■ **PROVIDED MATERIAL**:

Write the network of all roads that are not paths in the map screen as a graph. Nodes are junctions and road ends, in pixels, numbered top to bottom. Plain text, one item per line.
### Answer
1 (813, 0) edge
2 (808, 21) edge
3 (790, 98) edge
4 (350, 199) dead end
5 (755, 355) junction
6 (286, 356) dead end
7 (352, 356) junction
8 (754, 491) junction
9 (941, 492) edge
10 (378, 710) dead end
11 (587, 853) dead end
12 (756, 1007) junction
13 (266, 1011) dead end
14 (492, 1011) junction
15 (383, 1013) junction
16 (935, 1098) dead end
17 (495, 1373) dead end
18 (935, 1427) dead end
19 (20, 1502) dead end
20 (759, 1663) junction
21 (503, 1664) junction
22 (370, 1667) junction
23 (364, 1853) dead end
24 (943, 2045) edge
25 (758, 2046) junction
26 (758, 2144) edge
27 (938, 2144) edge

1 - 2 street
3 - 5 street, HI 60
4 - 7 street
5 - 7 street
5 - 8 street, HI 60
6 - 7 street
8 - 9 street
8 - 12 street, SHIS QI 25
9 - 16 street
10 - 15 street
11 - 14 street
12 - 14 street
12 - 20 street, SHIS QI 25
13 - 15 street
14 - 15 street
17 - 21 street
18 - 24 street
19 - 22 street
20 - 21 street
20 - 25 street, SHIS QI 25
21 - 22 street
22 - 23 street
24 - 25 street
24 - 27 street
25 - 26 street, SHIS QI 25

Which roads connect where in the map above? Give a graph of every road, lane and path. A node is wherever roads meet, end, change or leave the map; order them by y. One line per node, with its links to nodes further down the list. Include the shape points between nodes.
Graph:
---
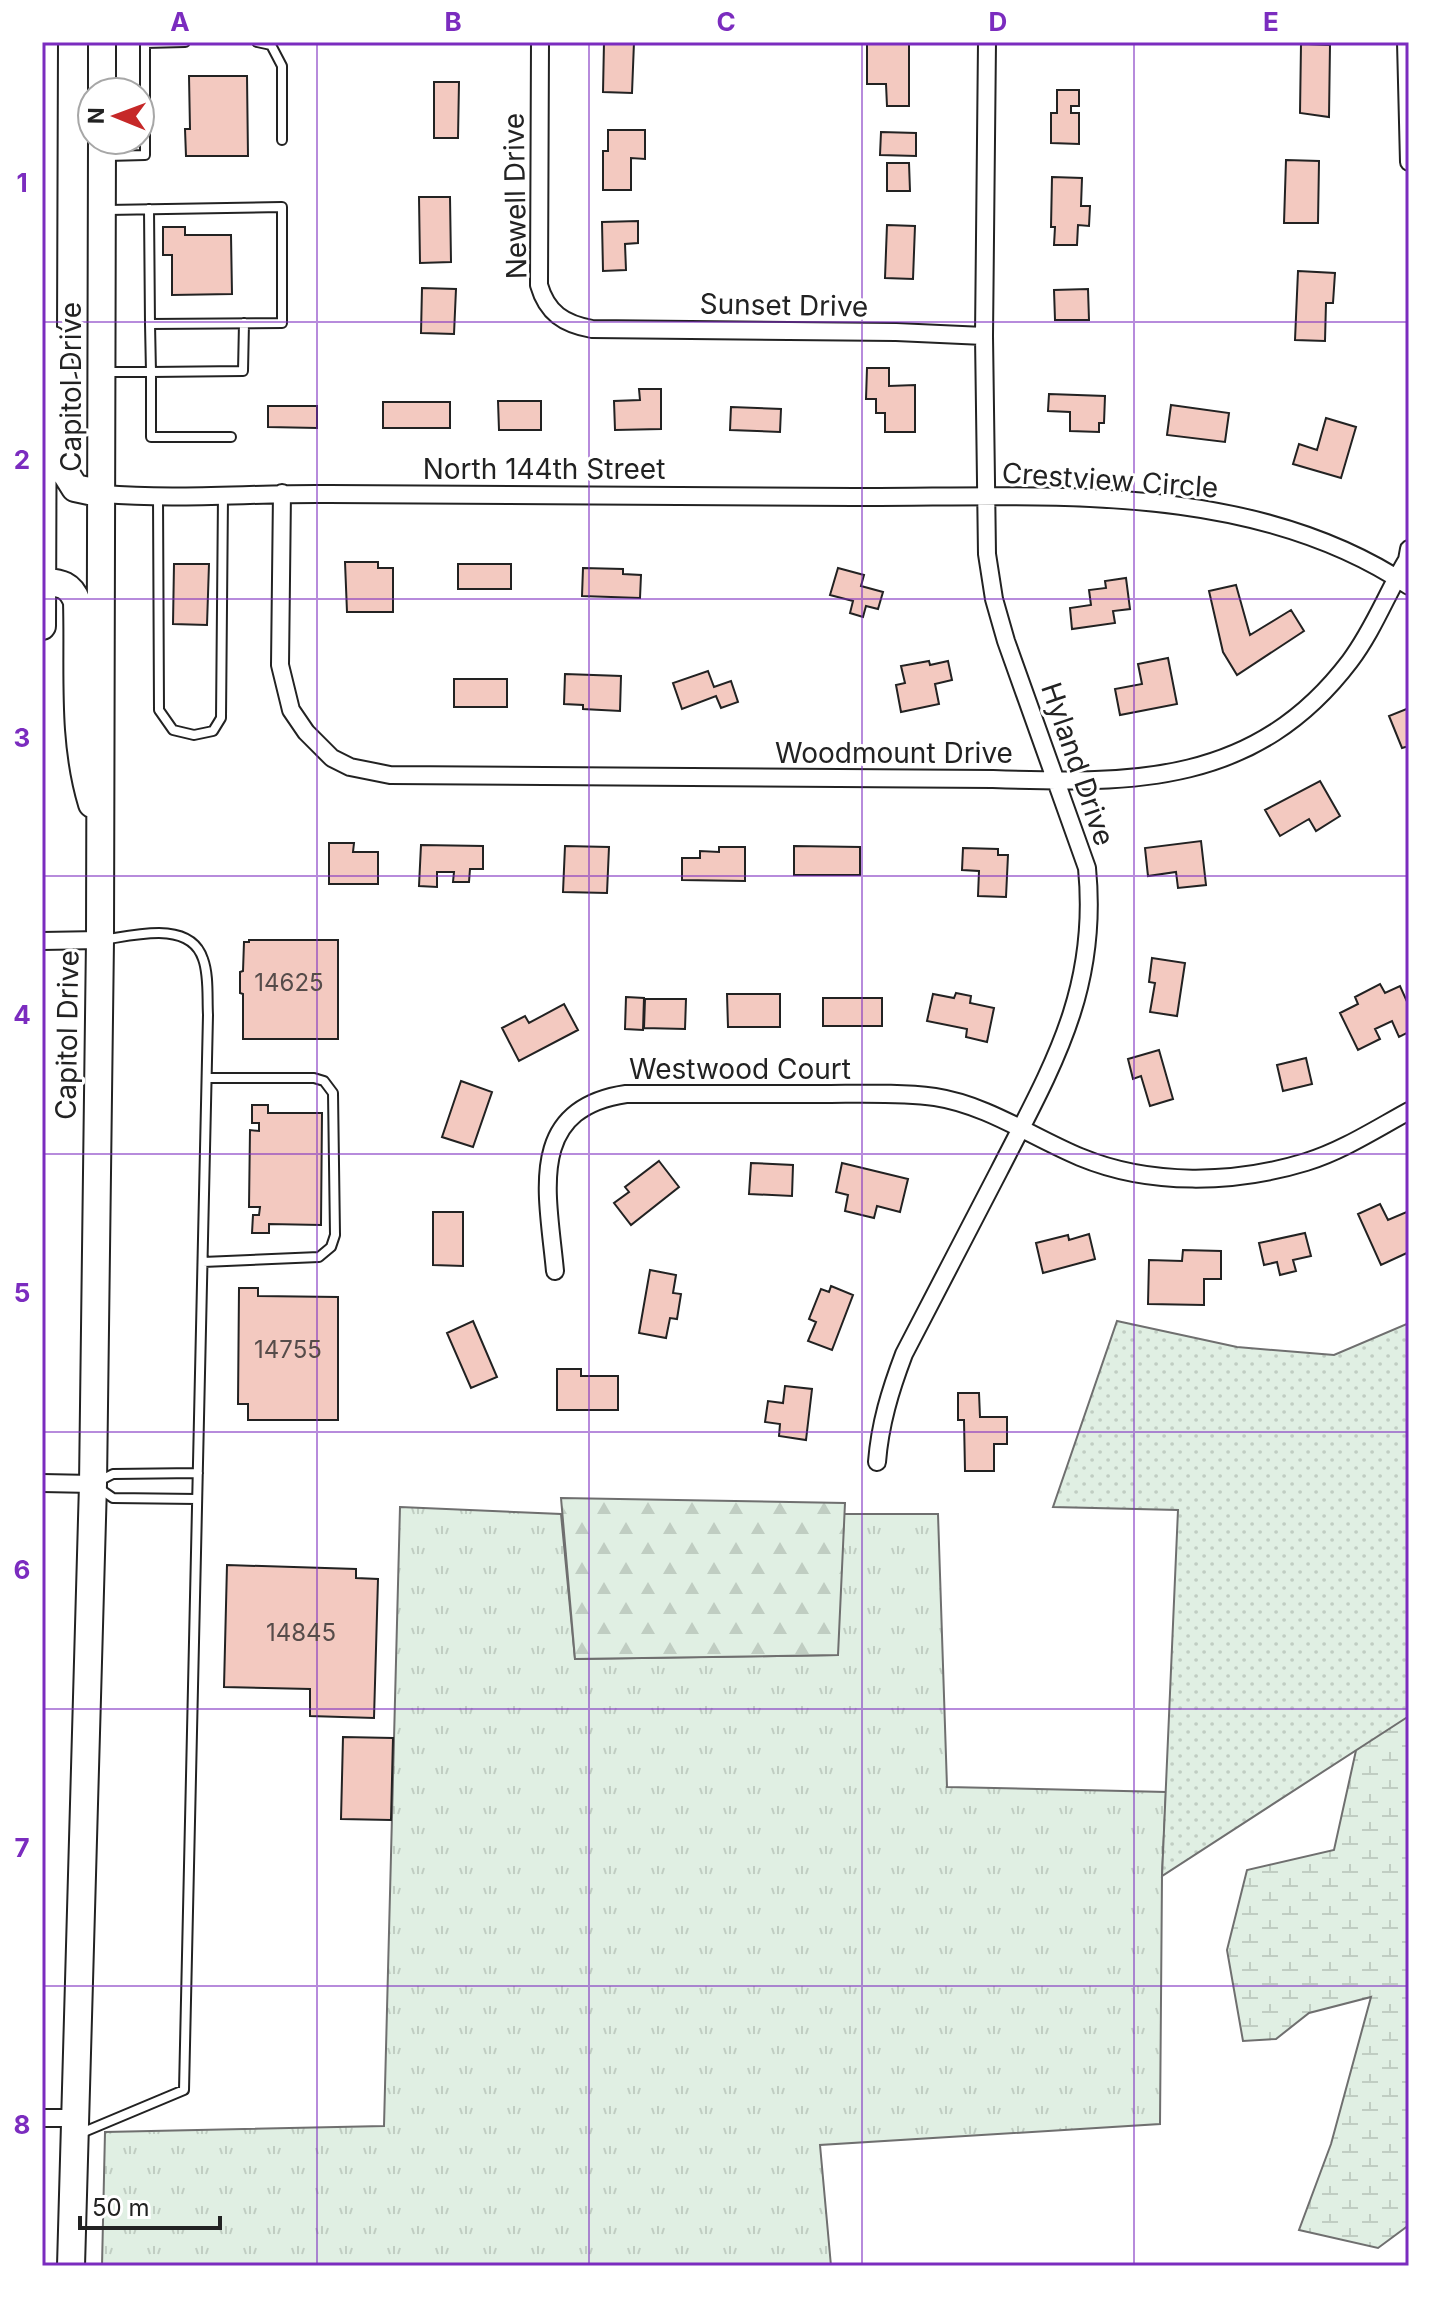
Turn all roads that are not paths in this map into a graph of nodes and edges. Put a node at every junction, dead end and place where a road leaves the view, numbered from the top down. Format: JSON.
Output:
---
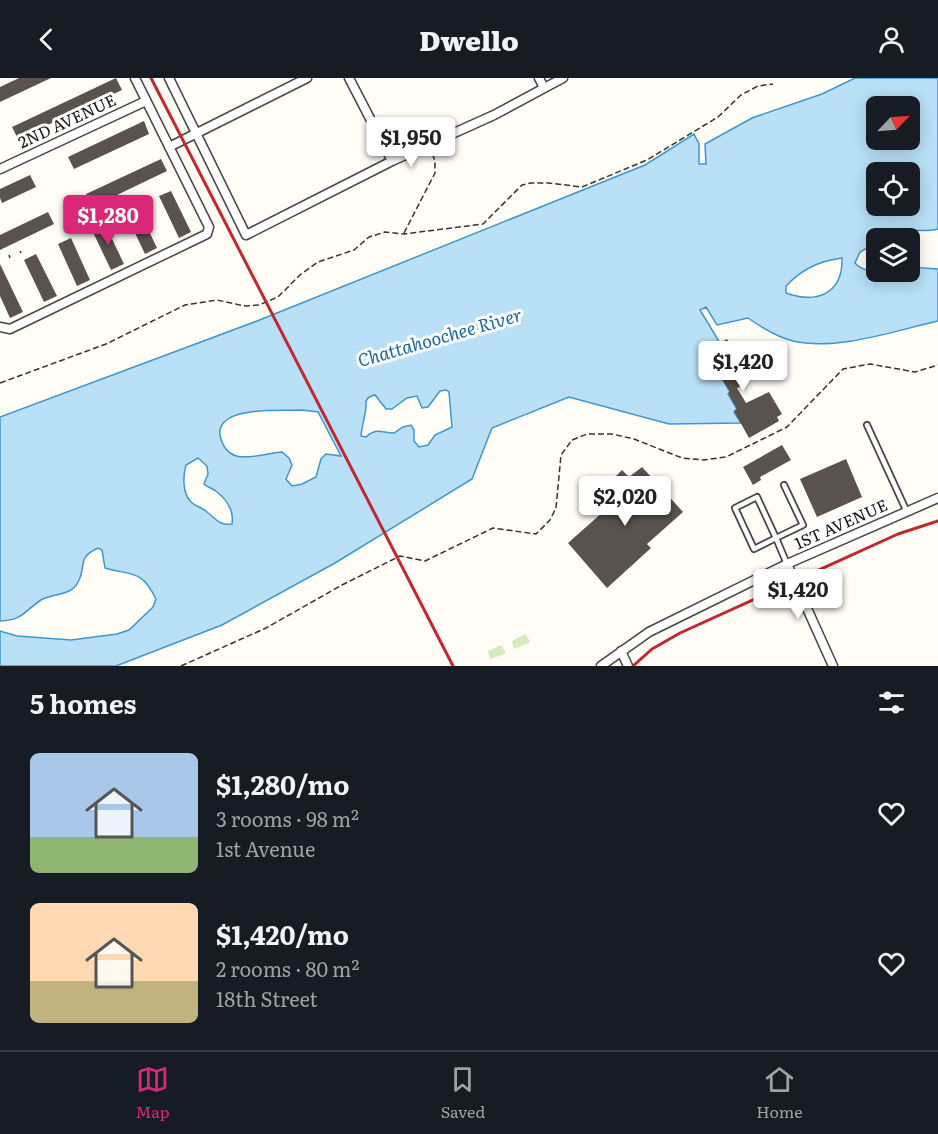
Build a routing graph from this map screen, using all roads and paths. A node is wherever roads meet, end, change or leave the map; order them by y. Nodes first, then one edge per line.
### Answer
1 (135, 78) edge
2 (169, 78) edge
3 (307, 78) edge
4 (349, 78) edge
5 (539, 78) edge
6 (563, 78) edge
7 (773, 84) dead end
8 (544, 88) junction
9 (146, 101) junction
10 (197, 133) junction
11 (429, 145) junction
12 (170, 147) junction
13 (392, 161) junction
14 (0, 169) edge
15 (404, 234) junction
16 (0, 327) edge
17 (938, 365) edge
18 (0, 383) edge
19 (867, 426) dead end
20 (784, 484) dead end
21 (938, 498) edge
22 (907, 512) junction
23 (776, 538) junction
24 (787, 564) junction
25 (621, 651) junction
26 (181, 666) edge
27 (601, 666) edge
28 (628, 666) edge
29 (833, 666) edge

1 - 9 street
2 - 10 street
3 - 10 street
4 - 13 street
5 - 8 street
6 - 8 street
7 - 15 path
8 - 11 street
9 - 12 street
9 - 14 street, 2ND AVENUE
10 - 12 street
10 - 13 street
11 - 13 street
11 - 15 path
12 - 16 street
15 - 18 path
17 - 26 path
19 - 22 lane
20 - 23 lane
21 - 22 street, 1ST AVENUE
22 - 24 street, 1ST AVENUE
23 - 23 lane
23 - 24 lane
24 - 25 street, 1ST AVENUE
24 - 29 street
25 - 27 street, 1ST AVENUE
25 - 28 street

■ **REQUIREMENT**: Please copy out every line in the listing that has the string "change".

■ **SOLUTION TO THE PROBLEM**:
Which roads connect where in the map above? Give a graph of every road, lane and path. A node is wherever roads meet, end, change or leave the map; order them by y. One line per node, with its links to nodes further down the list. Include the shape points between nodes.
Build a routing graph from this map screen, using all roads and paths. A node is wherever roads meet, end, change or leave the map; order them by y. Nodes first, then one edge per line.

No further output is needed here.